Once you know how many lines below hold "name", reply with that number and add nothing.
• • • • • • •
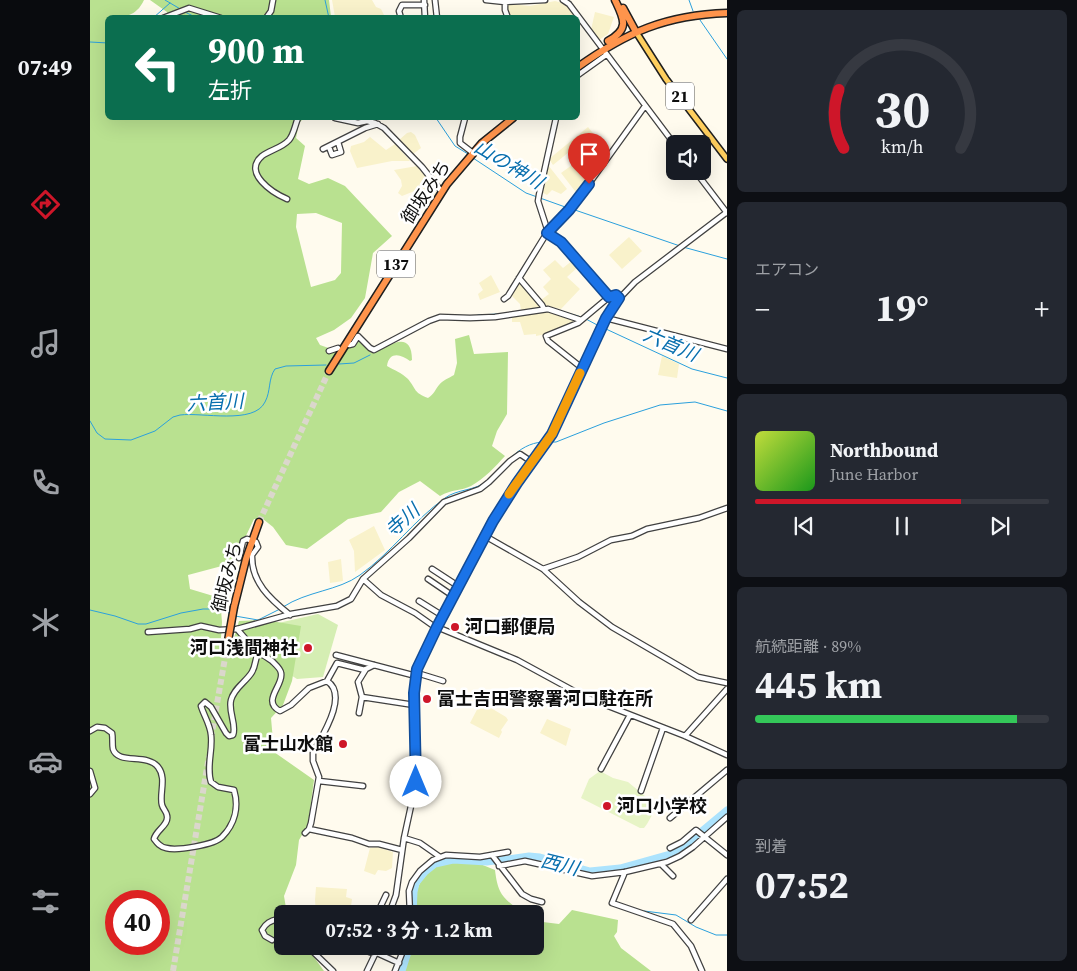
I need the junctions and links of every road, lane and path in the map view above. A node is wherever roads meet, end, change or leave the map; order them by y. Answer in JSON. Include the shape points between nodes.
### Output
{"nodes":[{"id":1,"x":273,"y":0,"type":"edge"},
{"id":2,"x":435,"y":0,"type":"edge"},
{"id":3,"x":486,"y":0,"type":"edge"},
{"id":4,"x":545,"y":0,"type":"edge"},
{"id":5,"x":563,"y":0,"type":"edge"},
{"id":6,"x":615,"y":0,"type":"edge"},
{"id":7,"x":619,"y":0,"type":"edge"},
{"id":8,"x":424,"y":2,"type":"edge"},
{"id":9,"x":504,"y":2,"type":"junction"},
{"id":10,"x":727,"y":13,"type":"edge"},
{"id":11,"x":171,"y":15,"type":"edge"},
{"id":12,"x":211,"y":15,"type":"edge"},
{"id":13,"x":268,"y":15,"type":"edge"},
{"id":14,"x":400,"y":15,"type":"edge"},
{"id":15,"x":425,"y":15,"type":"edge"},
{"id":16,"x":437,"y":15,"type":"edge"},
{"id":17,"x":507,"y":15,"type":"edge"},
{"id":18,"x":577,"y":15,"type":"edge"},
{"id":19,"x":580,"y":19,"type":"edge"},
{"id":20,"x":636,"y":32,"type":"junction"},
{"id":21,"x":602,"y":50,"type":"junction"},
{"id":22,"x":580,"y":65,"type":"edge"},
{"id":23,"x":580,"y":74,"type":"edge"},
{"id":24,"x":645,"y":106,"type":"junction"},
{"id":25,"x":297,"y":120,"type":"edge"},
{"id":26,"x":344,"y":120,"type":"edge"},
{"id":27,"x":464,"y":120,"type":"edge"},
{"id":28,"x":510,"y":120,"type":"edge"},
{"id":29,"x":556,"y":120,"type":"edge"},
{"id":30,"x":373,"y":121,"type":"edge"},
{"id":31,"x":667,"y":135,"type":"edge"},
{"id":32,"x":338,"y":142,"type":"junction"},
{"id":33,"x":329,"y":146,"type":"junction"},
{"id":34,"x":323,"y":149,"type":"dead end"},
{"id":35,"x":471,"y":156,"type":"junction"},
{"id":36,"x":727,"y":158,"type":"edge"},
{"id":37,"x":702,"y":180,"type":"edge"},
{"id":38,"x":442,"y":192,"type":"junction"},
{"id":39,"x":287,"y":199,"type":"dead end"},
{"id":40,"x":727,"y":212,"type":"edge"},
{"id":41,"x":547,"y":233,"type":"junction"},
{"id":42,"x":519,"y":278,"type":"junction"},
{"id":43,"x":609,"y":297,"type":"junction"},
{"id":44,"x":619,"y":298,"type":"junction"},
{"id":45,"x":504,"y":299,"type":"dead end"},
{"id":46,"x":544,"y":309,"type":"junction"},
{"id":47,"x":606,"y":318,"type":"junction"},
{"id":48,"x":581,"y":320,"type":"junction"},
{"id":49,"x":349,"y":345,"type":"dead end"},
{"id":50,"x":338,"y":348,"type":"dead end"},
{"id":51,"x":727,"y":349,"type":"edge"},
{"id":52,"x":329,"y":351,"type":"dead end"},
{"id":53,"x":582,"y":368,"type":"junction"},
{"id":54,"x":329,"y":371,"type":"tunnel mouth"},
{"id":55,"x":532,"y":462,"type":"junction"},
{"id":56,"x":727,"y":508,"type":"edge"},
{"id":57,"x":259,"y":522,"type":"tunnel mouth"},
{"id":58,"x":485,"y":536,"type":"junction"},
{"id":59,"x":252,"y":540,"type":"junction"},
{"id":60,"x":239,"y":558,"type":"dead end"},
{"id":61,"x":432,"y":569,"type":"dead end"},
{"id":62,"x":543,"y":569,"type":"junction"},
{"id":63,"x":363,"y":579,"type":"junction"},
{"id":64,"x":428,"y":579,"type":"dead end"},
{"id":65,"x":458,"y":586,"type":"junction"},
{"id":66,"x":453,"y":596,"type":"junction"},
{"id":67,"x":419,"y":601,"type":"dead end"},
{"id":68,"x":290,"y":615,"type":"junction"},
{"id":69,"x":443,"y":616,"type":"junction"},
{"id":70,"x":437,"y":627,"type":"junction"},
{"id":71,"x":237,"y":630,"type":"junction"},
{"id":72,"x":148,"y":632,"type":"dead end"},
{"id":73,"x":228,"y":641,"type":"tunnel mouth"},
{"id":74,"x":258,"y":653,"type":"junction"},
{"id":75,"x":336,"y":655,"type":"dead end"},
{"id":76,"x":374,"y":665,"type":"junction"},
{"id":77,"x":365,"y":670,"type":"junction"},
{"id":78,"x":416,"y":674,"type":"junction"},
{"id":79,"x":327,"y":681,"type":"junction"},
{"id":80,"x":443,"y":681,"type":"dead end"},
{"id":81,"x":727,"y":683,"type":"edge"},
{"id":82,"x":727,"y":689,"type":"edge"},
{"id":83,"x":362,"y":697,"type":"junction"},
{"id":84,"x":414,"y":705,"type":"junction"},
{"id":85,"x":359,"y":713,"type":"dead end"},
{"id":86,"x":630,"y":715,"type":"junction"},
{"id":87,"x":663,"y":728,"type":"junction"},
{"id":88,"x":90,"y":731,"type":"edge"},
{"id":89,"x":685,"y":736,"type":"junction"},
{"id":90,"x":727,"y":755,"type":"edge"},
{"id":91,"x":601,"y":769,"type":"dead end"},
{"id":92,"x":727,"y":770,"type":"edge"},
{"id":93,"x":90,"y":771,"type":"edge"},
{"id":94,"x":319,"y":781,"type":"junction"},
{"id":95,"x":363,"y":786,"type":"dead end"},
{"id":96,"x":641,"y":791,"type":"dead end"},
{"id":97,"x":90,"y":794,"type":"edge"},
{"id":98,"x":727,"y":817,"type":"edge"},
{"id":99,"x":670,"y":818,"type":"dead end"},
{"id":100,"x":705,"y":836,"type":"junction"},
{"id":101,"x":404,"y":838,"type":"junction"},
{"id":102,"x":670,"y":848,"type":"dead end"},
{"id":103,"x":402,"y":850,"type":"junction"},
{"id":104,"x":508,"y":852,"type":"dead end"},
{"id":105,"x":727,"y":855,"type":"edge"},
{"id":106,"x":493,"y":856,"type":"junction"},
{"id":107,"x":440,"y":857,"type":"junction"},
{"id":108,"x":661,"y":864,"type":"junction"},
{"id":109,"x":498,"y":865,"type":"junction"},
{"id":110,"x":625,"y":872,"type":"junction"},
{"id":111,"x":673,"y":876,"type":"dead end"},
{"id":112,"x":727,"y":879,"type":"edge"},
{"id":113,"x":542,"y":902,"type":"dead end"},
{"id":114,"x":393,"y":904,"type":"joint"},
{"id":115,"x":382,"y":905,"type":"edge"},
{"id":116,"x":410,"y":905,"type":"edge"},
{"id":117,"x":274,"y":920,"type":"edge"},
{"id":118,"x":691,"y":920,"type":"dead end"},
{"id":119,"x":272,"y":940,"type":"dead end"},
{"id":120,"x":316,"y":955,"type":"edge"},
{"id":121,"x":375,"y":955,"type":"edge"},
{"id":122,"x":379,"y":955,"type":"edge"},
{"id":123,"x":402,"y":955,"type":"edge"},
{"id":124,"x":399,"y":963,"type":"junction"},
{"id":125,"x":333,"y":971,"type":"edge"},
{"id":126,"x":367,"y":971,"type":"edge"},
{"id":127,"x":395,"y":971,"type":"edge"},
{"id":128,"x":702,"y":971,"type":"edge"}],
"edges":[{"from":1,"to":13,"type":"street"},
{"from":2,"to":16,"type":"street"},
{"from":3,"to":9,"type":"street"},
{"from":4,"to":9,"type":"street"},
{"from":5,"to":18,"type":"street"},
{"from":6,"to":21,"type":"highway","via":[[623,26]]},
{"from":7,"to":20,"type":"highway"},
{"from":8,"to":14,"type":"street","via":[[402,5]]},
{"from":8,"to":15,"type":"street"},
{"from":9,"to":17,"type":"street"},
{"from":10,"to":20,"type":"highway","via":[[671,20]]},
{"from":11,"to":12,"type":"street","via":[[189,8]]},
{"from":19,"to":21,"type":"street"},
{"from":20,"to":21,"type":"highway"},
{"from":20,"to":36,"type":"main road","number":"21","via":[[666,79]]},
{"from":21,"to":22,"type":"highway"},
{"from":21,"to":23,"type":"street"},
{"from":21,"to":24,"type":"street"},
{"from":24,"to":31,"type":"street"},
{"from":24,"to":41,"type":"street","via":[[573,205]]},
{"from":25,"to":39,"type":"street","via":[[288,141],[261,157],[256,169],[264,185]]},
{"from":26,"to":30,"type":"street","via":[[358,123]]},
{"from":27,"to":35,"type":"street","via":[[460,142]]},
{"from":28,"to":35,"type":"highway","name":"御坂みち","number":"137"},
{"from":29,"to":41,"type":"street","via":[[538,198]]},
{"from":30,"to":32,"type":"street"},
{"from":30,"to":38,"type":"street","via":[[397,140]]},
{"from":32,"to":33,"type":"street"},
{"from":32,"to":33,"type":"street","via":[[341,152],[332,155]]},
{"from":33,"to":34,"type":"street"},
{"from":35,"to":38,"type":"highway","name":"御坂みち","number":"137"},
{"from":37,"to":40,"type":"street"},
{"from":38,"to":54,"type":"highway","name":"御坂みち","number":"137"},
{"from":40,"to":44,"type":"street","via":[[634,282]]},
{"from":41,"to":42,"type":"street"},
{"from":41,"to":43,"type":"street","via":[[561,242]]},
{"from":42,"to":45,"type":"street"},
{"from":42,"to":46,"type":"street"},
{"from":43,"to":44,"type":"street","via":[[616,295]]},
{"from":43,"to":48,"type":"street"},
{"from":44,"to":47,"type":"street"},
{"from":46,"to":48,"type":"street"},
{"from":46,"to":49,"type":"street","via":[[495,317],[436,318],[374,350],[358,336]]},
{"from":47,"to":51,"type":"street"},
{"from":47,"to":53,"type":"street"},
{"from":48,"to":53,"type":"street","via":[[546,336]]},
{"from":50,"to":52,"type":"street"},
{"from":53,"to":55,"type":"street","via":[[560,419]]},
{"from":55,"to":58,"type":"street"},
{"from":55,"to":63,"type":"street","via":[[520,454],[480,489],[444,502]]},
{"from":56,"to":62,"type":"street","via":[[611,540],[578,557]]},
{"from":57,"to":59,"type":"highway","name":"御坂みち"},
{"from":58,"to":62,"type":"street"},
{"from":58,"to":65,"type":"street"},
{"from":59,"to":60,"type":"street","via":[[243,541]]},
{"from":59,"to":68,"type":"street","via":[[258,544],[251,563],[254,576],[271,600]]},
{"from":59,"to":73,"type":"highway","name":"御坂みち","bridge":true},
{"from":61,"to":65,"type":"street"},
{"from":62,"to":81,"type":"street","via":[[612,627],[698,677]]},
{"from":63,"to":68,"type":"street","via":[[350,599],[337,606]]},
{"from":63,"to":70,"type":"street","via":[[382,595]]},
{"from":64,"to":66,"type":"street"},
{"from":65,"to":66,"type":"street"},
{"from":66,"to":69,"type":"street"},
{"from":67,"to":69,"type":"street"},
{"from":68,"to":71,"type":"street"},
{"from":69,"to":70,"type":"street"},
{"from":70,"to":78,"type":"street"},
{"from":70,"to":86,"type":"street","via":[[517,660],[585,698]]},
{"from":71,"to":72,"type":"street","via":[[201,626]]},
{"from":71,"to":74,"type":"street"},
{"from":74,"to":79,"type":"street","via":[[266,656],[281,672],[273,694],[274,706],[280,711],[309,688]]},
{"from":74,"to":88,"type":"street","via":[[251,674],[231,700],[233,735],[226,733],[211,707],[205,702],[200,706],[212,735],[211,782],[234,790],[237,799],[237,812],[222,838],[174,849],[156,843],[156,834],[168,817],[162,804],[159,768],[149,760],[124,758],[116,753],[109,730],[97,727]]},
{"from":75,"to":76,"type":"street"},
{"from":76,"to":77,"type":"street"},
{"from":76,"to":78,"type":"street"},
{"from":77,"to":79,"type":"street","via":[[337,663]]},
{"from":77,"to":83,"type":"street","via":[[358,682]]},
{"from":78,"to":80,"type":"street"},
{"from":78,"to":84,"type":"street"},
{"from":79,"to":94,"type":"street","via":[[334,689],[336,704],[313,753]]},
{"from":82,"to":89,"type":"street"},
{"from":83,"to":84,"type":"street"},
{"from":83,"to":85,"type":"street"},
{"from":84,"to":101,"type":"street","via":[[416,782]]},
{"from":86,"to":87,"type":"street"},
{"from":86,"to":91,"type":"street"},
{"from":87,"to":89,"type":"street"},
{"from":87,"to":96,"type":"street"},
{"from":89,"to":90,"type":"street"},
{"from":92,"to":99,"type":"street"},
{"from":93,"to":97,"type":"street","via":[[95,788]]},
{"from":94,"to":95,"type":"street"},
{"from":94,"to":103,"type":"street","via":[[307,831]]},
{"from":98,"to":100,"type":"street"},
{"from":100,"to":102,"type":"street","via":[[696,830]]},
{"from":100,"to":105,"type":"street"},
{"from":100,"to":108,"type":"street","via":[[680,856]]},
{"from":101,"to":103,"type":"street"},
{"from":101,"to":107,"type":"street","via":[[420,843]]},
{"from":103,"to":114,"type":"street"},
{"from":104,"to":106,"type":"street"},
{"from":106,"to":107,"type":"street"},
{"from":106,"to":109,"type":"street"},
{"from":107,"to":116,"type":"street","via":[[426,865],[412,882]]},
{"from":108,"to":110,"type":"street"},
{"from":108,"to":111,"type":"street"},
{"from":109,"to":110,"type":"street","via":[[525,861],[592,876]]},
{"from":109,"to":113,"type":"street","via":[[522,894]]},
{"from":110,"to":128,"type":"street","via":[[612,903],[673,924],[691,946]]},
{"from":112,"to":118,"type":"street"},
{"from":114,"to":115,"type":"street","via":[[385,898]]},
{"from":117,"to":119,"type":"street","via":[[262,930]]},
{"from":120,"to":125,"type":"street"},
{"from":121,"to":126,"type":"street"},
{"from":122,"to":124,"type":"street"},
{"from":123,"to":124,"type":"street"},
{"from":124,"to":127,"type":"street"}]}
• • • • • • •
#### Task answer
5